(Data extracts begins)

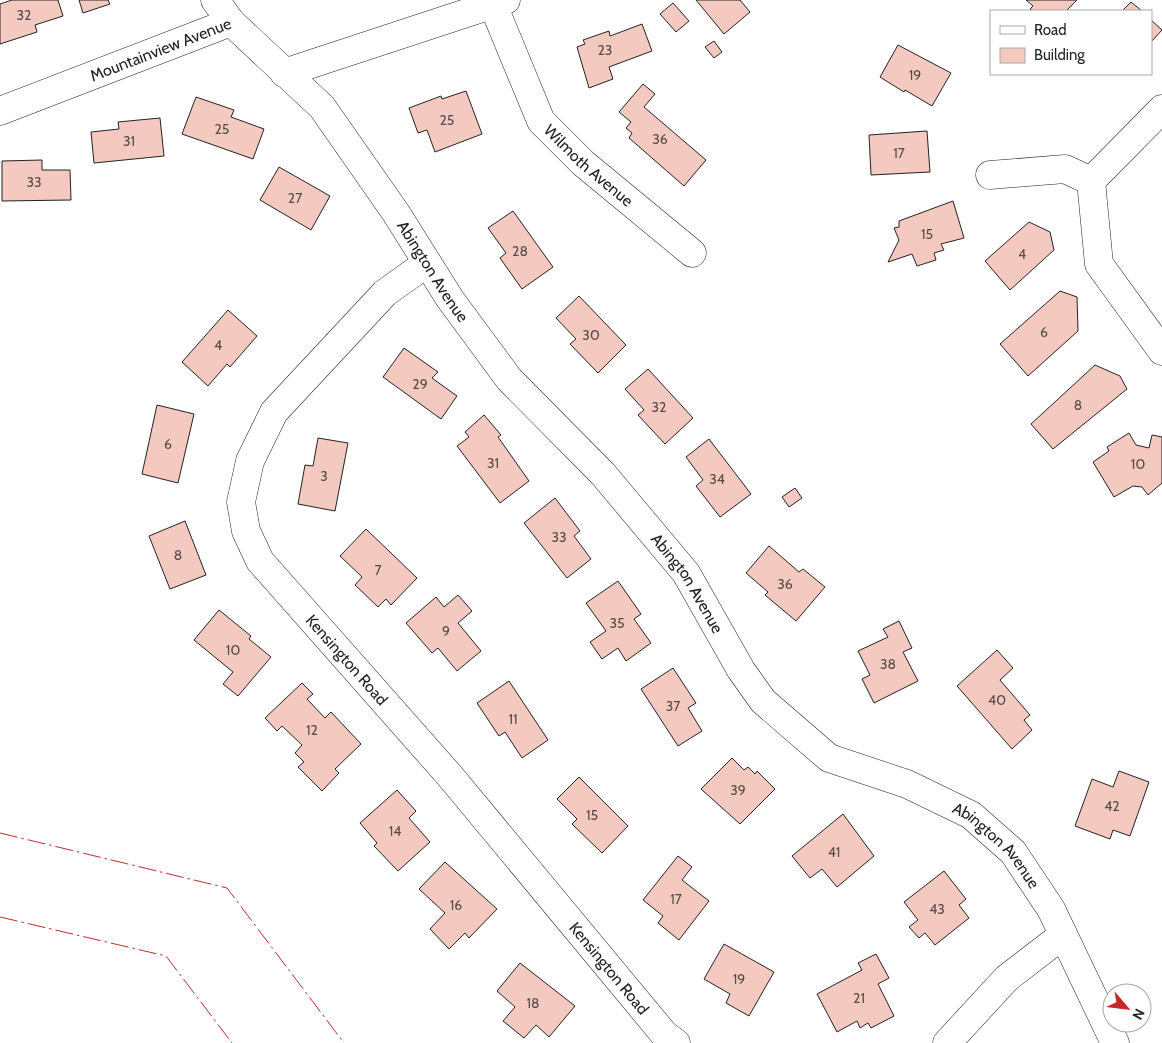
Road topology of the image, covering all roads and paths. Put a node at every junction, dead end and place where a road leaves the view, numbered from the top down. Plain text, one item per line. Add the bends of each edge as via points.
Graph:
1 (215, 0) edge
2 (497, 2) edge
3 (231, 22) junction
4 (284, 74) junction
5 (1162, 109) edge
6 (0, 110) edge
7 (990, 175) dead end
8 (1091, 181) junction
9 (692, 253) dead end
10 (427, 263) junction
11 (1162, 351) edge
12 (1063, 934) junction
13 (676, 1043) edge
14 (947, 1043) edge
15 (1115, 1043) edge

1 - 3 street
2 - 4 street
2 - 9 street, Wilmoth Avenue via 542,121 583,163
3 - 4 street, Mountainview Avenue
3 - 6 street, Mountainview Avenue
4 - 10 street, Abington Avenue via 322,107
5 - 8 street
7 - 8 street via 1065,170
8 - 11 street via 1099,264
10 - 12 street, Abington Avenue via 509,379 603,474 686,573 741,670 763,701 829,758 907,784 971,815 1013,852 1051,909
10 - 13 street, Kensington Road via 385,293 274,412 250,462 241,502 246,531 260,561 450,776 658,1026
12 - 14 street via 1007,978
12 - 15 street, Abington Avenue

(Data extracts ends)

▸ **Exercise**: Keep the pictures out of the copy and return the rest of the data above exactly.

▸ **Reply to the exercise**:
Road topology of the image, covering all roads and paths. Put a node at every junction, dead end and place where a road leaves the view, numbered from the top down. Plain text, one item per line. Add the bends of each edge as via points.
Graph:
1 (215, 0) edge
2 (497, 2) edge
3 (231, 22) junction
4 (284, 74) junction
5 (1162, 109) edge
6 (0, 110) edge
7 (990, 175) dead end
8 (1091, 181) junction
9 (692, 253) dead end
10 (427, 263) junction
11 (1162, 351) edge
12 (1063, 934) junction
13 (676, 1043) edge
14 (947, 1043) edge
15 (1115, 1043) edge

1 - 3 street
2 - 4 street
2 - 9 street, Wilmoth Avenue via 542,121 583,163
3 - 4 street, Mountainview Avenue
3 - 6 street, Mountainview Avenue
4 - 10 street, Abington Avenue via 322,107
5 - 8 street
7 - 8 street via 1065,170
8 - 11 street via 1099,264
10 - 12 street, Abington Avenue via 509,379 603,474 686,573 741,670 763,701 829,758 907,784 971,815 1013,852 1051,909
10 - 13 street, Kensington Road via 385,293 274,412 250,462 241,502 246,531 260,561 450,776 658,1026
12 - 14 street via 1007,978
12 - 15 street, Abington Avenue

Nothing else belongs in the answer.